A language that consists of the crushing of phonemes
that are so closely linked in their affricatives, of words that are so compressed
in their of monemes, of a syntax that so constantly breeds anticipation and
retention that it already deflagrates before we even saw what is was speaking
of. Using this language, Hölderlin and Nietzsche switched to Empedocles and its
four main elements in hatred and love. A language possessing an ‘Ur’ prefix marking
that there is a beginning before the beginning, and an ‘Er’ prefix signalling
that some processes are simultaneously active and passive. There, where every
surface is merely an interface, the gravitational and chemical resultant
between two milieus and two densities. The language of chemists and alchemists.
The language where the space-time was conceived, the packaging of time into
space. The language of Alfred Wegener, who first thought that the terrestrial
crust consisted of tectonic plates in reciprocal adjustments.
In the book-catalogue Dieter Appelt, published by Dirk Nishen in 1989
(DA), let us stop before the photograph of a skull, clasped in a metal yoke
where the seams between the cranial plates stand out (*DA, 79). In front of
that, it is difficult not to understand that the citadel of thought, and
thought itself, rely on the local and evolutionarily transitory encounter of
several bone formations sticking somehow each to the other from a dura-mater, then
other meninges, then of a brain, tightly but by chance accounted. For the rest,
this Schädel/Maschinen (skull/machines) is part of a series entitled Erinnerungsspur (traces of memory), where space and time meet as closely as can be.
All of Dieter Appelt’s themes hence refer to forces accumulated up to the crushing or combustion. A stack of wood (DA, 46), a dense and frontal underbrush (DA, 31). Some naked sapwood (DA, 34). Wooden beams that are lying down or standing in the manner of Bernt Lohaus (DA, 47).
Bodies covered in mud, bandages, digits (DA, 28). In a sequence titled Carnac, a forearm and an extended hand in the gaping fracture of a rock take us back to the first lithic divisions (DA, 61).
Could this attention to evolutionary interfaces give way to a photographic subject?
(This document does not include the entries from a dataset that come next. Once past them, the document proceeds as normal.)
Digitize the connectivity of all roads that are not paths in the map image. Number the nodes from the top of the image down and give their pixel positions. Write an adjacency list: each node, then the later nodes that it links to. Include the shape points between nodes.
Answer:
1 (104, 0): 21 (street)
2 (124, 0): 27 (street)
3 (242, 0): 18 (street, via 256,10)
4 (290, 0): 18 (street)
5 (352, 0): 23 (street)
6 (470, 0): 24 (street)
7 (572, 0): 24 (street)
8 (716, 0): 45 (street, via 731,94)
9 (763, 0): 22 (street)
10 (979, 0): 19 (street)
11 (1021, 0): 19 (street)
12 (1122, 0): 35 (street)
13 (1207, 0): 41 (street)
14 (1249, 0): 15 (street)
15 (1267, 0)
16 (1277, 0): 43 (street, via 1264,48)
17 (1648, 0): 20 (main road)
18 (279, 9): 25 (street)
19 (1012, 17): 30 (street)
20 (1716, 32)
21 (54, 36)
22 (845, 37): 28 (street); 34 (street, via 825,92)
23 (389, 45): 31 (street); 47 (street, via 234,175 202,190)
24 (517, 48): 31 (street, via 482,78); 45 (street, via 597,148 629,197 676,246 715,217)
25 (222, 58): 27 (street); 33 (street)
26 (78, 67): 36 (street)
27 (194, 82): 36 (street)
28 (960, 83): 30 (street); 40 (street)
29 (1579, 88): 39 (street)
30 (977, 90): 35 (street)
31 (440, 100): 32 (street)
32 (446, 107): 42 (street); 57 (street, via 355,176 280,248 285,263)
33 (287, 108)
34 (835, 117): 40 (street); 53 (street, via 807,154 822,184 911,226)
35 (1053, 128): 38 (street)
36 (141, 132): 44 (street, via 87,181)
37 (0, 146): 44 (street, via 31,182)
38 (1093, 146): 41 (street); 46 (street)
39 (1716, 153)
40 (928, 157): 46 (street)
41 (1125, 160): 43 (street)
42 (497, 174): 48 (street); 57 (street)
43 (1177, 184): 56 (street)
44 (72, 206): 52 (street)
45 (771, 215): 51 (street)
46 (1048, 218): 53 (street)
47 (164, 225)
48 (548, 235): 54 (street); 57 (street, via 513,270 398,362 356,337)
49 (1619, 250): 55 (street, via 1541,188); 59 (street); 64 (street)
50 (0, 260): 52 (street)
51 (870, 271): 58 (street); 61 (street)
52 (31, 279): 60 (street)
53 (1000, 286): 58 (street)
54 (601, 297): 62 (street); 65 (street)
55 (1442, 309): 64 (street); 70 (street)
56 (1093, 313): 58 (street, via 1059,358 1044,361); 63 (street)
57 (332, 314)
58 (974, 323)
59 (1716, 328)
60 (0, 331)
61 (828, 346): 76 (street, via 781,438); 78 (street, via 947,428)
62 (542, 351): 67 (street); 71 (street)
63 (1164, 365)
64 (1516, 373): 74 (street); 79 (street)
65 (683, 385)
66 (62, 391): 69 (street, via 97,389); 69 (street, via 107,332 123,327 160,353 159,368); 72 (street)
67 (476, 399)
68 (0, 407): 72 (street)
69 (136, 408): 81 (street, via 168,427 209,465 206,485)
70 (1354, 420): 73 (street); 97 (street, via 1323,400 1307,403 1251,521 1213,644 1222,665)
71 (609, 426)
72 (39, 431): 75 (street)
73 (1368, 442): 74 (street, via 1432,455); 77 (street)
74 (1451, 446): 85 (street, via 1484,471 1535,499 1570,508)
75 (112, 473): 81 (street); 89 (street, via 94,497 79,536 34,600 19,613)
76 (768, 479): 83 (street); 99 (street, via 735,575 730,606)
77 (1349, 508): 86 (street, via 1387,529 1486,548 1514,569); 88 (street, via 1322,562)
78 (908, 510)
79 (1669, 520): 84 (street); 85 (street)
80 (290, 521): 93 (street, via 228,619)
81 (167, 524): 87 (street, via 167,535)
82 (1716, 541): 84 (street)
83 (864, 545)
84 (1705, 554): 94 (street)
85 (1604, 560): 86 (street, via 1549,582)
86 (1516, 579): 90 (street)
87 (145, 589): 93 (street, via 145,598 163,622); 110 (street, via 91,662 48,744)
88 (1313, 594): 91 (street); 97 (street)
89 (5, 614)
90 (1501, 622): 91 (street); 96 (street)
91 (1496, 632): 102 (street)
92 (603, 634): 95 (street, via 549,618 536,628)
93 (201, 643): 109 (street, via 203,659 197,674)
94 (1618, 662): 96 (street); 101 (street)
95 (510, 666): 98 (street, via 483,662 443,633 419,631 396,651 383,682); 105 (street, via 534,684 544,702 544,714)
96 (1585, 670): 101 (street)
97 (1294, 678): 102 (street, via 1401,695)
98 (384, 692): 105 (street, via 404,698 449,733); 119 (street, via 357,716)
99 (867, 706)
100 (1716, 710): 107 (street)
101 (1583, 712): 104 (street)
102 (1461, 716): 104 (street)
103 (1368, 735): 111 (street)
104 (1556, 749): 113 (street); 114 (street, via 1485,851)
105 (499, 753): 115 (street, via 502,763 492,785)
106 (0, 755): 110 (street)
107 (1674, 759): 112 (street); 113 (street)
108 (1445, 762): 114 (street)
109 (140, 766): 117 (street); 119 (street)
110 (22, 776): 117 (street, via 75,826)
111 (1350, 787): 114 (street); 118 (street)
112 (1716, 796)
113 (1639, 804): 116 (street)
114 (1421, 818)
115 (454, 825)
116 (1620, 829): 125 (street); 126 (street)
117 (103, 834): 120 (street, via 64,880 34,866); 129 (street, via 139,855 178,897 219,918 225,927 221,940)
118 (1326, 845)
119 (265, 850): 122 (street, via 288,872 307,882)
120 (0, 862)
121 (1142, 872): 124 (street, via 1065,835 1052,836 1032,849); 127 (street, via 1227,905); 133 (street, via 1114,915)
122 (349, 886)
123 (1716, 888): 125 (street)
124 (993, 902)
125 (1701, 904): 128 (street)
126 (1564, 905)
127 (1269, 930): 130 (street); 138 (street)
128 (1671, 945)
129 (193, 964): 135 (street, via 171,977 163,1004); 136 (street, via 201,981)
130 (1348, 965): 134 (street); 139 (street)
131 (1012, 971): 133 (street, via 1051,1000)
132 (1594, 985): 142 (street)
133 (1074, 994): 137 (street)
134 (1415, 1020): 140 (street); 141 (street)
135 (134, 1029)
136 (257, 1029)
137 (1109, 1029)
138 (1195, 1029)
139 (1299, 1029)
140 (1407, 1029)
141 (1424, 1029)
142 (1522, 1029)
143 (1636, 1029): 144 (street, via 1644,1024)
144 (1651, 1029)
Yes,
because photography is itself a double interface: chemical interface through its
films and physical interfaces through its lenses.
The only thing to do was to take Man Ray’s
means and re-use them. This time, the solarisation will suppress the skin of a
dog to put its internal energies bare (DA, 7). The rayograph rendered
everything weightless; now, it will serve as the instrument of a direct and
wrapping palpation of the object by the photons. The superimpositions that made
everything float and slide multiply the layers in layering. The bizarre focals
that contented with bloating or stretching will locally vary the thicknesses
and thinness so that they might con-penetrates, consolidate, re-envelop. The
magnifying glass – archetype of every focal (DA, 20, 21) – opens the
book. Shortcuts, which had sometimes dispersed the bodies, will pick them up
eruptively from the feet (DA, 71), from the head (DA, 38, 85), whist the 90° or
180° rotations, in the manner of Baselitz (DA, 77, 85), will dig their ravines
again. Finally, taking four very detailed views of the three-quarters of a
face, without a magnifying glass (DA, 49, 59), or with one (**DA, 57, 56), by
slightly displacing them, we can hope to obtain ‘das Licht der Gedanken’ in
‘der Schatten der Körper’.
To situate Dieter Appelt better, it is not useless to evoke German sculptor and performer Joseph Beuys. When Beuys’ plane crashed on the eve of the Second World War, his skull was fractured. The fracture was sufficiently important that he could no longer envisage a head
without imagining what was inside. He always wore a hat, which, in his case
immediately evoked a skull, a brain, the circumvolution of a brain. And the
brain is the best summary of our near universe, because its organised neurones
are the most elaborated produced of phylogenies, and because it renders the
packaging and layering so important in the epigenetic. Dieter Appelt – on
the page facing his Schädel/Maschinen – photographed a dish and a head that
turn their concavities one towards the other. This earns them the title of Quelle
(source) (DA, 78). The ‘source’ is probably the supreme inside as origin.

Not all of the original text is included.